Working in bitter cold, slushy, windy conditions (minus 10 degrees Celsius, or 14 degrees Fahrenheit), the scientists deployed the probe in two locations of the moulin. Once the probe descended to 110 meters (361 feet), it encountered horizontally flowing water and debris about one to two meters (3.3 to 6.6 feet) deep. In this particular moulin, the water flows out in well-developed channels to the edge of the ice sheet. At the time of the experiment, the scientists measured the water flow rate of the surface melt rivers feeding the moulin at approximately 15 cubic meters a second (about 238,000 gallons a minute).
Video data from the probe revealed enormous ice caverns formed by the moulin deep beneath the glacial surface. This particular moulin appears to fill up with snow, which hardens during the winter. When the surface melts in the summer, this ice forms snow bridges.
Behar believes the probe reached the bottom of the moulin. Next year, University of Colorado scientists will use ground-penetrating radar to accurately measure the glacial ice thickness at this location. These data will help scientists better interpret their findings and plan future tests. The probe’s design will be reevaluated this fall and modified, if necessary, in preparation for future tests.

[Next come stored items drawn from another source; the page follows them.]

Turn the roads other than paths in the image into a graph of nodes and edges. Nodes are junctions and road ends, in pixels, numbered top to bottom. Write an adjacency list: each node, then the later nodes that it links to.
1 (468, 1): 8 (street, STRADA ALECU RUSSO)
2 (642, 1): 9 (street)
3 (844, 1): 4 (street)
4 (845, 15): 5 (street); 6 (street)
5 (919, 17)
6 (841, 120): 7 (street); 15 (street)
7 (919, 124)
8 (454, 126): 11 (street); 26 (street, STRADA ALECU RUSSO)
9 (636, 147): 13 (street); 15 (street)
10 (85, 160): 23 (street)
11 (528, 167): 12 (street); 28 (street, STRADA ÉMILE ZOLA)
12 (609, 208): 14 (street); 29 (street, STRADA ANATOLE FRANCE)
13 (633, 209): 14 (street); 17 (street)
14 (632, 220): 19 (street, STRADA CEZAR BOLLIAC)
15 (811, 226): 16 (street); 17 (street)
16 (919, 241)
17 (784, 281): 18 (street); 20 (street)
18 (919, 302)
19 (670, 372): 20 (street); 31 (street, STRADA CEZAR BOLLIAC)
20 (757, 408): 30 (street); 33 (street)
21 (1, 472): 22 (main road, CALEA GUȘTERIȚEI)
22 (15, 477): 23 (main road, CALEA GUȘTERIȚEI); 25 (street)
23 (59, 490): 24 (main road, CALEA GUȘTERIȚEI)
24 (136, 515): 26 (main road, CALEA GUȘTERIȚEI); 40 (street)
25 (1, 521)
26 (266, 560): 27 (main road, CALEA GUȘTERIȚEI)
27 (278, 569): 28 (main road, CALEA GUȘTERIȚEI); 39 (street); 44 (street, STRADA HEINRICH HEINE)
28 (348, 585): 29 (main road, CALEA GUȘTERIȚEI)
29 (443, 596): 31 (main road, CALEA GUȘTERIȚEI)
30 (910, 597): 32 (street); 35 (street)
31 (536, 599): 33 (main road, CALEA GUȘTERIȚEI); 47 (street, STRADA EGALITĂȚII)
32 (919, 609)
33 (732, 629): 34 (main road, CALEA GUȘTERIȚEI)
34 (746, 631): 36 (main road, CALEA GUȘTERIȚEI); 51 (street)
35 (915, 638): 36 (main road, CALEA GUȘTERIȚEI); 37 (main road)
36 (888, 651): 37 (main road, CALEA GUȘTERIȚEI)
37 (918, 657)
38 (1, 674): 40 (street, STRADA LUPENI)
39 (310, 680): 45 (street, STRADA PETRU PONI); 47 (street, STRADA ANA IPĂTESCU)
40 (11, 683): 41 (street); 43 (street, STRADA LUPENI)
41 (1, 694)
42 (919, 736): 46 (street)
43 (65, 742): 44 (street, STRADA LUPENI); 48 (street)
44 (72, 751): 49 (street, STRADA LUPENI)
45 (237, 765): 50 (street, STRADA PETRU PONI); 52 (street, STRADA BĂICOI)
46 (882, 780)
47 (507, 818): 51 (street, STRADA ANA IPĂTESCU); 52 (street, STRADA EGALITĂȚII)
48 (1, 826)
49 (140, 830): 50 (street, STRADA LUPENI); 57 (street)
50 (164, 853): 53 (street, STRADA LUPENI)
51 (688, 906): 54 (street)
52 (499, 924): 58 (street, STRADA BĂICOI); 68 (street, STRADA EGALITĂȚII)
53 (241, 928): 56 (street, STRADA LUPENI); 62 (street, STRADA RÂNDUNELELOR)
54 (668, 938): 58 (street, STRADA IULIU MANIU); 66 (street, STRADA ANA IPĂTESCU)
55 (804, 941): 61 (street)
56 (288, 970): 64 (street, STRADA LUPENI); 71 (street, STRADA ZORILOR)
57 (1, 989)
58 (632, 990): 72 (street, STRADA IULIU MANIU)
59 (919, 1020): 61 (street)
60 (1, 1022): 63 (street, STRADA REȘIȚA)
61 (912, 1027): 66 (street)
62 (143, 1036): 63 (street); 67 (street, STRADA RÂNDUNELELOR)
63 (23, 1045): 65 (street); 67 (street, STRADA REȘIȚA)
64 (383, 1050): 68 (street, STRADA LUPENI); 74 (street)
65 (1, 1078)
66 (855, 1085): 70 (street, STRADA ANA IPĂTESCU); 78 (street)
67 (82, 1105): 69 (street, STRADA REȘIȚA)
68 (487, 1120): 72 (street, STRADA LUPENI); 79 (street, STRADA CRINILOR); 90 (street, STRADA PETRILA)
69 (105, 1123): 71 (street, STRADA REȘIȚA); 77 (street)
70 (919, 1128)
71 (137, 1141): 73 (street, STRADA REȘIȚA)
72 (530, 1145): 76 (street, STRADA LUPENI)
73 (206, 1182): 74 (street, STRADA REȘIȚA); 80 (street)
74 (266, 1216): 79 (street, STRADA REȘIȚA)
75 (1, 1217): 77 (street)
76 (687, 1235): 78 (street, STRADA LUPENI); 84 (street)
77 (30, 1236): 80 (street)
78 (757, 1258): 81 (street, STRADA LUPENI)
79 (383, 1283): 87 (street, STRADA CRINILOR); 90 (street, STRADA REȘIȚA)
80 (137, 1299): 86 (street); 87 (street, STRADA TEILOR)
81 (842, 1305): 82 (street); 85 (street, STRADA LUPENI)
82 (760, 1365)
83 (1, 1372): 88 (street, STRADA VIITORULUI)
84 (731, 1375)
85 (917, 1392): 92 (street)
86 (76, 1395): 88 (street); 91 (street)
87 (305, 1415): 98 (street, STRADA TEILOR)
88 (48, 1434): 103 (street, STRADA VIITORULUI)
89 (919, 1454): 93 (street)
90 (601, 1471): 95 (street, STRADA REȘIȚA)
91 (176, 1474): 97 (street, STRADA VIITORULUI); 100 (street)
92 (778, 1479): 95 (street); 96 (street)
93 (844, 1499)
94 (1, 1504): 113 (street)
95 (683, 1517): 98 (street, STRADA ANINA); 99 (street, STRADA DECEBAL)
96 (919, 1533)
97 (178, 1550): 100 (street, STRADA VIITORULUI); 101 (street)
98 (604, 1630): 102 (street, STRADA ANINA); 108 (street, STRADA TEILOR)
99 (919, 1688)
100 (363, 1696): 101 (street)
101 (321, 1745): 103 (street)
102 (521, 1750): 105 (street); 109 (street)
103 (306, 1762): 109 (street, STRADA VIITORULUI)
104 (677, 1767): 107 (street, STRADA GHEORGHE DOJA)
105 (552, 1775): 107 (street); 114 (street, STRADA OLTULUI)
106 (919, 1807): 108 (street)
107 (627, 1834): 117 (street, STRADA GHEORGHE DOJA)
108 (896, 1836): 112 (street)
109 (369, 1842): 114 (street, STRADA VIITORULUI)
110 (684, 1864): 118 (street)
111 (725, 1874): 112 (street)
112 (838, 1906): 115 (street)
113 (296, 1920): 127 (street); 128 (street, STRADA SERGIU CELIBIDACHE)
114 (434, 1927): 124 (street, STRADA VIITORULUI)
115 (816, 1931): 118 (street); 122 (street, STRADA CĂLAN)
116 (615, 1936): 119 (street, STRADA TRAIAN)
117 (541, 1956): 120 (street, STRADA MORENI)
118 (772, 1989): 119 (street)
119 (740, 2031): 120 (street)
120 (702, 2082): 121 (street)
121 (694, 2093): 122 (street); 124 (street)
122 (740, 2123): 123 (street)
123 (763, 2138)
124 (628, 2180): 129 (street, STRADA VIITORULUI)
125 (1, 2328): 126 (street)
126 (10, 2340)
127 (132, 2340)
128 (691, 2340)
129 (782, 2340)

"This was an exciting, important first look into a place that’s not well understood but could have an important role in understanding the dynamics of this region," said Behar. "We’re excited by the possibilities this technology holds, not only for future studies of Earth’s icy regions, but also for future missions to explore extreme ice and liquid environments on other planets, such as the Martian polar ice caps and Jupiter’s moon Europa."
Detailed results of the investigation will be presented at the December meeting of the American Geophysical Union in San Francisco. The research was funded by NASA and the National Science Foundation.